| Dataset excerpts |
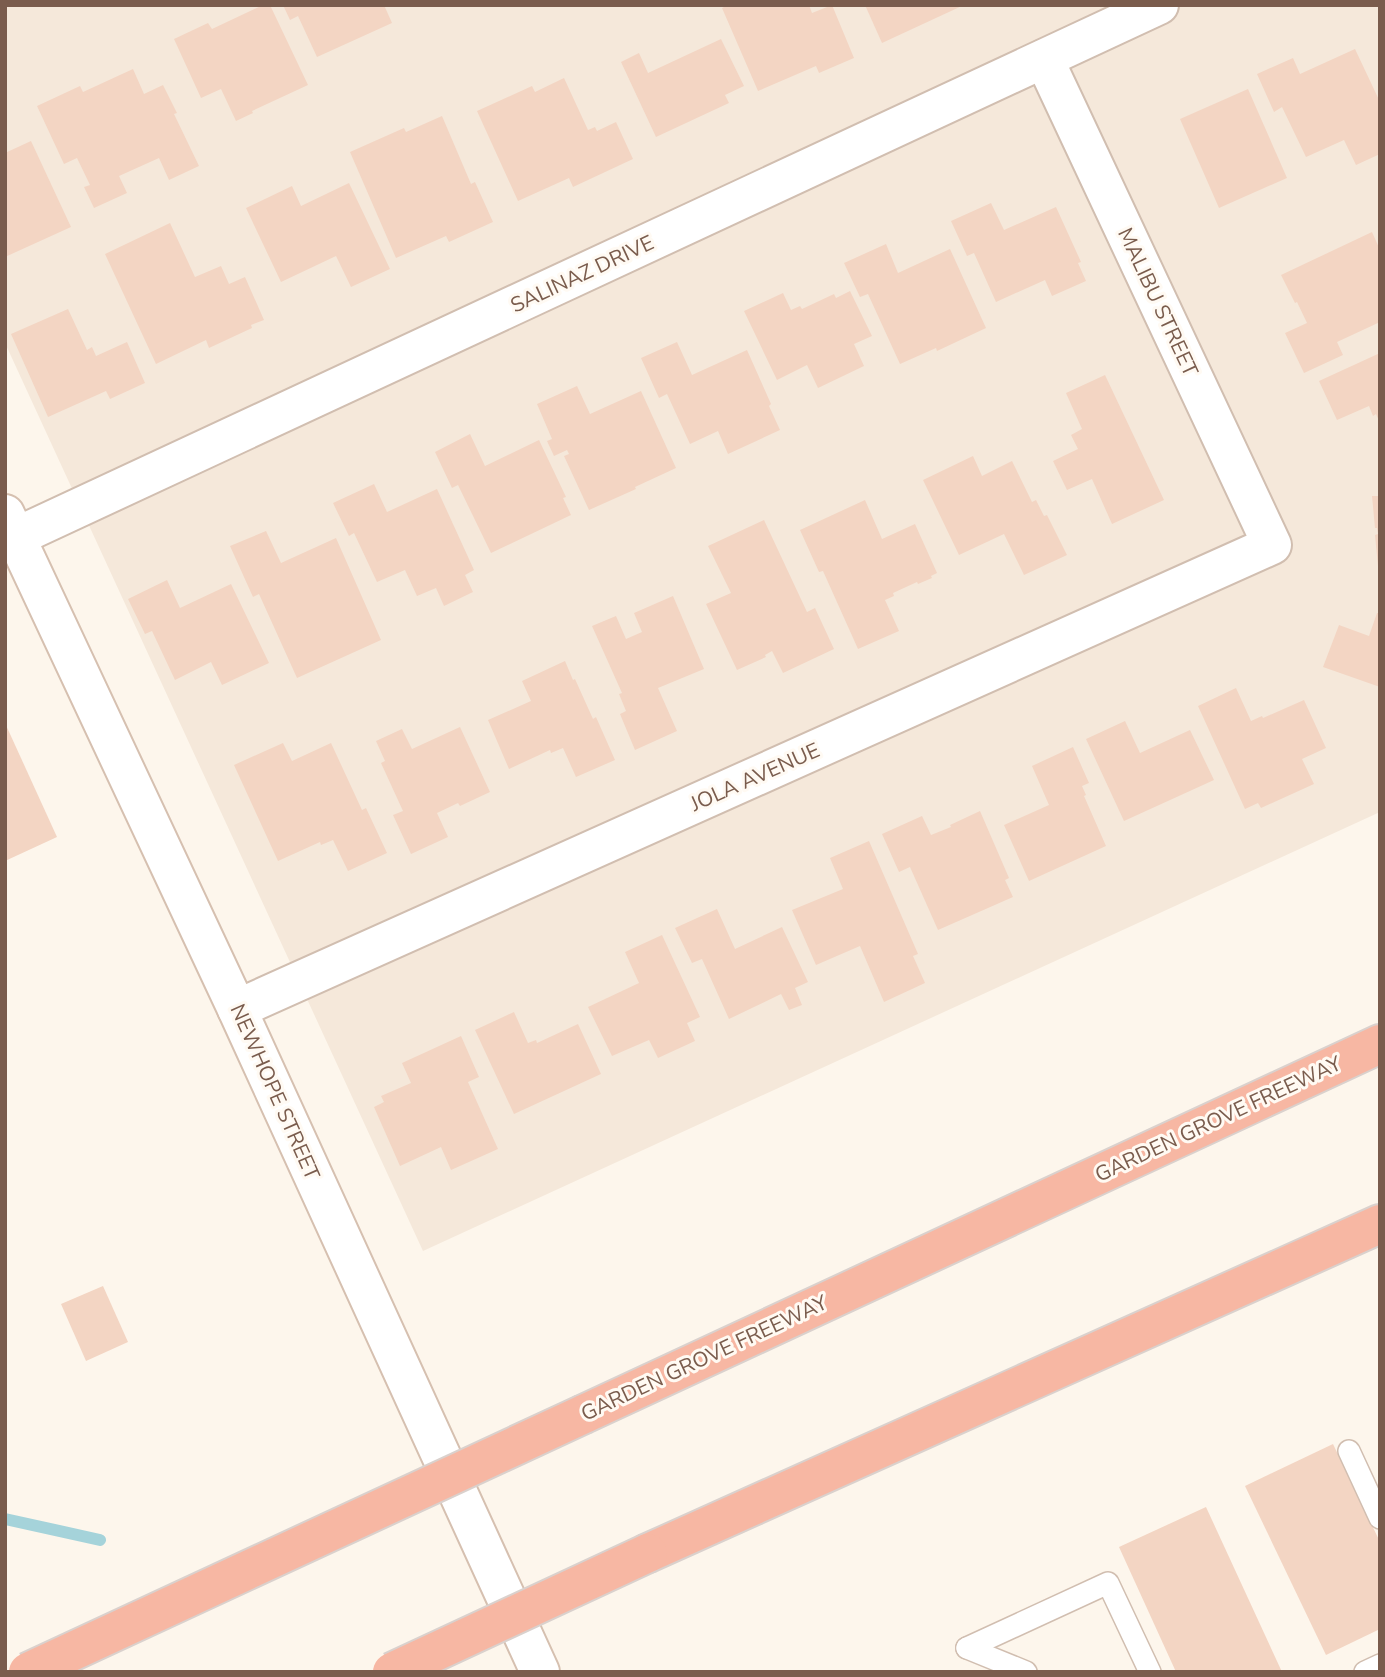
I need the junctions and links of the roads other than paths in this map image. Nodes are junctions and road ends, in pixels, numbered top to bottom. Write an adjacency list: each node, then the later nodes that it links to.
1 (1158, 5): 2 (street, SALINAZ DRIVE)
2 (1044, 60): 3 (street, SALINAZ DRIVE); 4 (street, MALIBU STREET)
3 (9, 531): 5 (street, NEWHOPE STREET)
4 (1272, 545): 5 (street, JOLA AVENUE)
5 (237, 1009): 13 (street, NEWHOPE STREET)
6 (1380, 1044): 11 (highway, GARDEN GROVE FREEWAY, bridge)
7 (1380, 1224): 12 (highway, bridge)
8 (1349, 1451): 9 (lane)
9 (1380, 1518)
10 (1380, 1665): 16 (lane)
11 (28, 1672)
12 (392, 1672)
13 (540, 1672)
14 (1026, 1672): 15 (lane)
15 (1150, 1672)
16 (1366, 1672)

| Task details |
The material above is to be repeated word for word, with no images kept.

| Answer space |
I need the junctions and links of the roads other than paths in this map image. Nodes are junctions and road ends, in pixels, numbered top to bottom. Write an adjacency list: each node, then the later nodes that it links to.
1 (1158, 5): 2 (street, SALINAZ DRIVE)
2 (1044, 60): 3 (street, SALINAZ DRIVE); 4 (street, MALIBU STREET)
3 (9, 531): 5 (street, NEWHOPE STREET)
4 (1272, 545): 5 (street, JOLA AVENUE)
5 (237, 1009): 13 (street, NEWHOPE STREET)
6 (1380, 1044): 11 (highway, GARDEN GROVE FREEWAY, bridge)
7 (1380, 1224): 12 (highway, bridge)
8 (1349, 1451): 9 (lane)
9 (1380, 1518)
10 (1380, 1665): 16 (lane)
11 (28, 1672)
12 (392, 1672)
13 (540, 1672)
14 (1026, 1672): 15 (lane)
15 (1150, 1672)
16 (1366, 1672)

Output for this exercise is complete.